Amyotrophic lateral sclerosis

A disease in which the neurons of the nervous system are destroyed, losing their function of sending stimuli to the different muscles of the body. It affects neurons in the brain, brain stem and spinal cord.

It is most common in men between the ages of 50 and 70, but can affect both sexes at any age.

The cause is unknown, although it is known that there is a hereditary component influenced by an environmental component. The following risk factors have been described: smoking, exposure to environmental toxins such as lead and having served in the armed forces (repeated traumatic injuries, intense physical exertion, viral infections and possible exposure to toxins).
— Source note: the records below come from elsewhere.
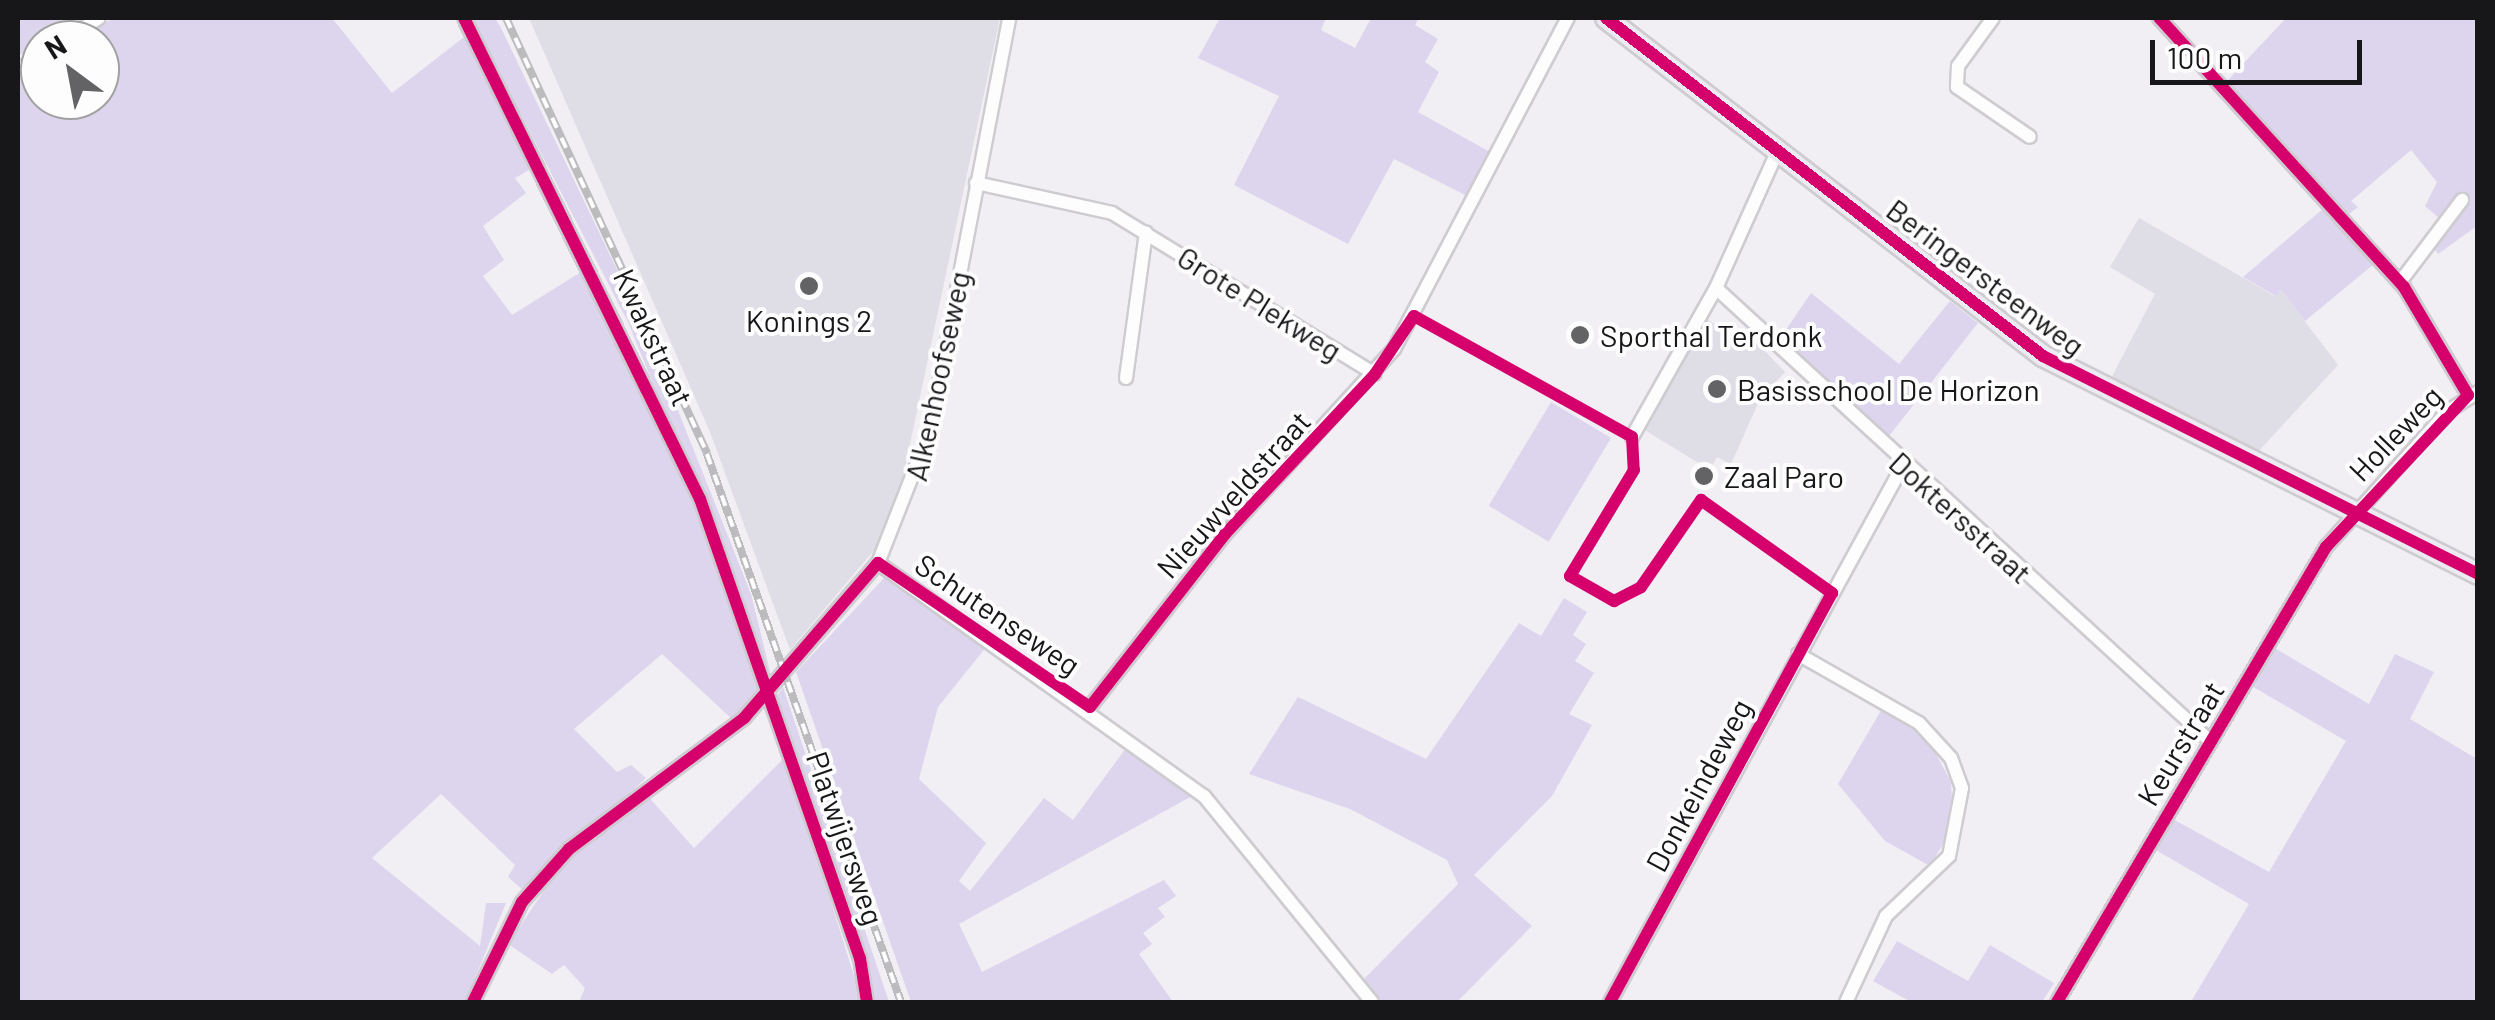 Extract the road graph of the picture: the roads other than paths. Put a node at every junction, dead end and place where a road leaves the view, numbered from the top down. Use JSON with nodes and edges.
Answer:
{"nodes":[{"id":1,"x":464,"y":18,"type":"edge"},
{"id":2,"x":1009,"y":18,"type":"edge"},
{"id":3,"x":1568,"y":18,"type":"edge"},
{"id":4,"x":1606,"y":18,"type":"edge"},
{"id":5,"x":1993,"y":18,"type":"edge"},
{"id":6,"x":2159,"y":18,"type":"edge"},
{"id":7,"x":2030,"y":137,"type":"dead end"},
{"id":8,"x":1778,"y":150,"type":"junction"},
{"id":9,"x":976,"y":182,"type":"junction"},
{"id":10,"x":2462,"y":200,"type":"dead end"},
{"id":11,"x":1146,"y":232,"type":"junction"},
{"id":12,"x":2400,"y":282,"type":"junction"},
{"id":13,"x":1716,"y":288,"type":"junction"},
{"id":14,"x":1375,"y":374,"type":"junction"},
{"id":15,"x":1126,"y":378,"type":"dead end"},
{"id":16,"x":2473,"y":394,"type":"edge"},
{"id":17,"x":1632,"y":437,"type":"dead end"},
{"id":18,"x":1903,"y":465,"type":"junction"},
{"id":19,"x":2352,"y":513,"type":"junction"},
{"id":20,"x":878,"y":563,"type":"junction"},
{"id":21,"x":2478,"y":574,"type":"edge"},
{"id":22,"x":1798,"y":654,"type":"junction"},
{"id":23,"x":770,"y":692,"type":"junction"},
{"id":24,"x":1090,"y":707,"type":"junction"},
{"id":25,"x":2210,"y":741,"type":"junction"},
{"id":26,"x":473,"y":1002,"type":"edge"},
{"id":27,"x":867,"y":1002,"type":"edge"},
{"id":28,"x":1372,"y":1002,"type":"edge"},
{"id":29,"x":1610,"y":1002,"type":"edge"},
{"id":30,"x":1846,"y":1002,"type":"edge"},
{"id":31,"x":2058,"y":1002,"type":"edge"}],
"edges":[{"from":1,"to":23,"type":"street","name":"Kwakstraat"},
{"from":2,"to":9,"type":"street","name":"Alkenhoofseweg"},
{"from":3,"to":14,"type":"street","name":"Nieuwveldstraat"},
{"from":4,"to":8,"type":"main road","name":"Beringersteenweg"},
{"from":5,"to":7,"type":"street"},
{"from":6,"to":12,"type":"street"},
{"from":8,"to":13,"type":"street"},
{"from":8,"to":19,"type":"main road","name":"Beringersteenweg"},
{"from":9,"to":11,"type":"street","name":"Grote Plekweg"},
{"from":9,"to":20,"type":"street","name":"Alkenhoofseweg"},
{"from":10,"to":12,"type":"street"},
{"from":11,"to":14,"type":"street","name":"Grote Plekweg"},
{"from":11,"to":15,"type":"street","name":"Grote Plekweg"},
{"from":12,"to":16,"type":"street"},
{"from":13,"to":17,"type":"street"},
{"from":13,"to":18,"type":"street","name":"Doktersstraat"},
{"from":14,"to":24,"type":"street","name":"Nieuwveldstraat"},
{"from":16,"to":19,"type":"street","name":"Holleweg"},
{"from":18,"to":22,"type":"street","name":"Donkeindeweg"},
{"from":18,"to":25,"type":"street","name":"Doktersstraat"},
{"from":19,"to":21,"type":"main road","name":"Beringersteenweg"},
{"from":19,"to":25,"type":"street","name":"Keurstraat"},
{"from":20,"to":23,"type":"street","name":"Alkenhoofseweg"},
{"from":20,"to":24,"type":"street","name":"Schutenseweg"},
{"from":22,"to":29,"type":"street","name":"Donkeindeweg"},
{"from":22,"to":30,"type":"street"},
{"from":23,"to":26,"type":"street","name":"Alkenhoofseweg"},
{"from":23,"to":27,"type":"street","name":"Platwijersweg"},
{"from":24,"to":28,"type":"street","name":"Schutenseweg"},
{"from":25,"to":31,"type":"street","name":"Keurstraat"}]}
It manifests with muscle weakness that worsens over time. They typically have difficulty walking with frequent trips and falls, difficulty getting up from a chair, weakness and clumsiness in the hands that makes it difficult to carry out everyday tasks, cramps and spasticity of the muscles, etc. In more advanced stages, it affects the muscles of the mouth, making chewing difficult, and the swallowing muscles, causing frequent choking. Finally, it affects the respiratory muscles causing progressive and lethal respiratory failure. This can be accompanied by cognitive changes, mood and behavioural changes.

The slow onset of symptoms and confusion with other neurological diseases may delay diagnosis. Once suspected, an electromyogram should be performed to analyse the electrical activity of the muscles, and a nerve conduction study.

It is a disease that cannot be cured. There are medications that delay the progression of the disease, such as Riluzole and Edaravone. Combined with physiotherapy, speech and swallowing therapies, nutritional support and psychological support they can slow down the progression of the disease.

Life expectancy is 3-5 years from the onset of symptoms, although there are reports of survival of more than 10 years.